● **Requirement**
Report all lines from the entries below in which "佐野古河線" appears.

● **Dataset records**
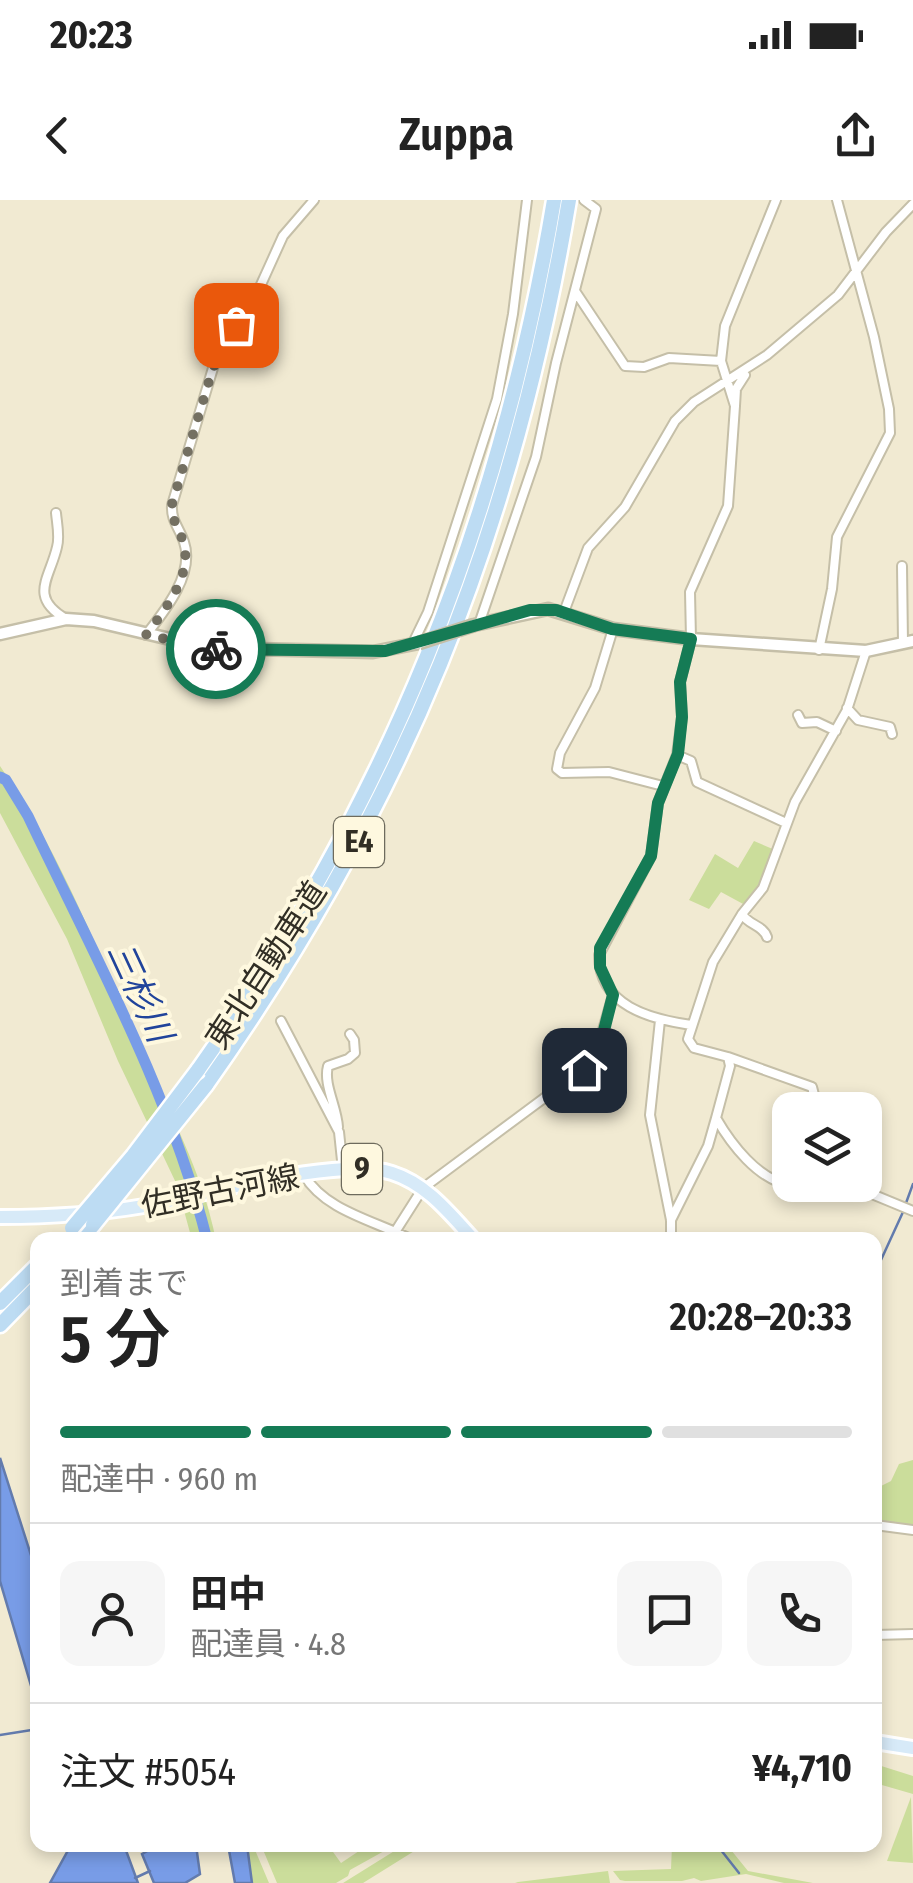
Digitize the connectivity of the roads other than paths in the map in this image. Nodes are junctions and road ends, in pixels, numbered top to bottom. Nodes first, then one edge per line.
1 (314, 200) edge
2 (526, 200) edge
3 (544, 200) edge
4 (554, 200) edge
5 (576, 200) edge
6 (776, 200) edge
7 (837, 200) edge
8 (913, 204) edge
9 (855, 272) junction
10 (576, 291) junction
11 (531, 324) junction
12 (721, 360) junction
13 (747, 371) junction
14 (726, 383) junction
15 (735, 406) junction
16 (56, 513) dead end
17 (902, 566) dead end
18 (564, 612) junction
19 (66, 619) junction
20 (477, 625) junction
21 (612, 629) junction
22 (0, 634) edge
23 (146, 635) junction
24 (691, 639) junction
25 (908, 642) edge
26 (415, 644) junction
27 (819, 650) junction
28 (866, 651) junction
29 (848, 708) junction
30 (798, 714) dead end
31 (836, 731) junction
32 (892, 734) dead end
33 (678, 754) junction
34 (663, 786) junction
35 (786, 823) junction
36 (742, 914) junction
37 (767, 937) dead end
38 (613, 995) junction
39 (660, 1020) junction
40 (281, 1021) dead end
41 (691, 1024) junction
42 (350, 1034) dead end
43 (728, 1058) junction
44 (813, 1092) edge
45 (716, 1118) junction
46 (338, 1132) junction
47 (343, 1170) junction
48 (304, 1175) junction
49 (772, 1178) edge
50 (423, 1188) junction
51 (882, 1198) edge
52 (913, 1210) edge
53 (0, 1218) edge
54 (671, 1220) junction
55 (77, 1232) edge
56 (80, 1232) edge
57 (395, 1232) joint
58 (466, 1232) edge
59 (671, 1232) edge
60 (30, 1273) edge
61 (30, 1294) edge
62 (0, 1304) edge
63 (0, 1324) edge
64 (882, 1526) edge
65 (913, 1530) edge
66 (913, 1634) edge
67 (882, 1635) edge
68 (882, 1743) edge
69 (913, 1748) edge

1 - 23 street
2 - 26 street
3 - 11 highway
4 - 11 highway, 東北自動車道 / E4
5 - 10 street
5 - 56 highway, 東北自動車道 / E4, bridge
6 - 12 street
7 - 9 street
8 - 9 street
9 - 13 street
9 - 27 street
10 - 12 street
10 - 20 street
11 - 55 highway, 東北自動車道 / E4, bridge
12 - 14 street
13 - 14 street
13 - 15 street
14 - 15 street
14 - 18 street
15 - 24 street
16 - 19 street
17 - 25 street
18 - 20 street
18 - 21 street
19 - 22 street
19 - 23 street
20 - 26 street, bridge
21 - 24 street
21 - 34 street
23 - 26 street
24 - 27 street
24 - 33 street
25 - 28 street
27 - 28 street
28 - 29 street
29 - 31 street
29 - 32 street
30 - 31 street
31 - 35 street
33 - 34 street
33 - 35 street
34 - 38 street
35 - 36 street
36 - 37 street
36 - 41 street
38 - 39 street
38 - 50 street
39 - 41 street
39 - 54 street
40 - 46 street
41 - 43 street
42 - 46 street
43 - 44 street
43 - 45 street
45 - 49 street
45 - 54 street
46 - 47 street
47 - 48 main road, 佐野古河線 / 9
47 - 50 main road, 佐野古河線 / 9
48 - 53 main road, 佐野古河線 / 9
48 - 57 street
50 - 57 street
50 - 58 main road, 佐野古河線 / 9
51 - 52 street
54 - 59 street
60 - 62 highway
61 - 63 highway
64 - 65 street
66 - 67 street
68 - 69 main road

● **Response to the task**
47 - 48 main road, 佐野古河線 / 9
47 - 50 main road, 佐野古河線 / 9
48 - 53 main road, 佐野古河線 / 9
50 - 58 main road, 佐野古河線 / 9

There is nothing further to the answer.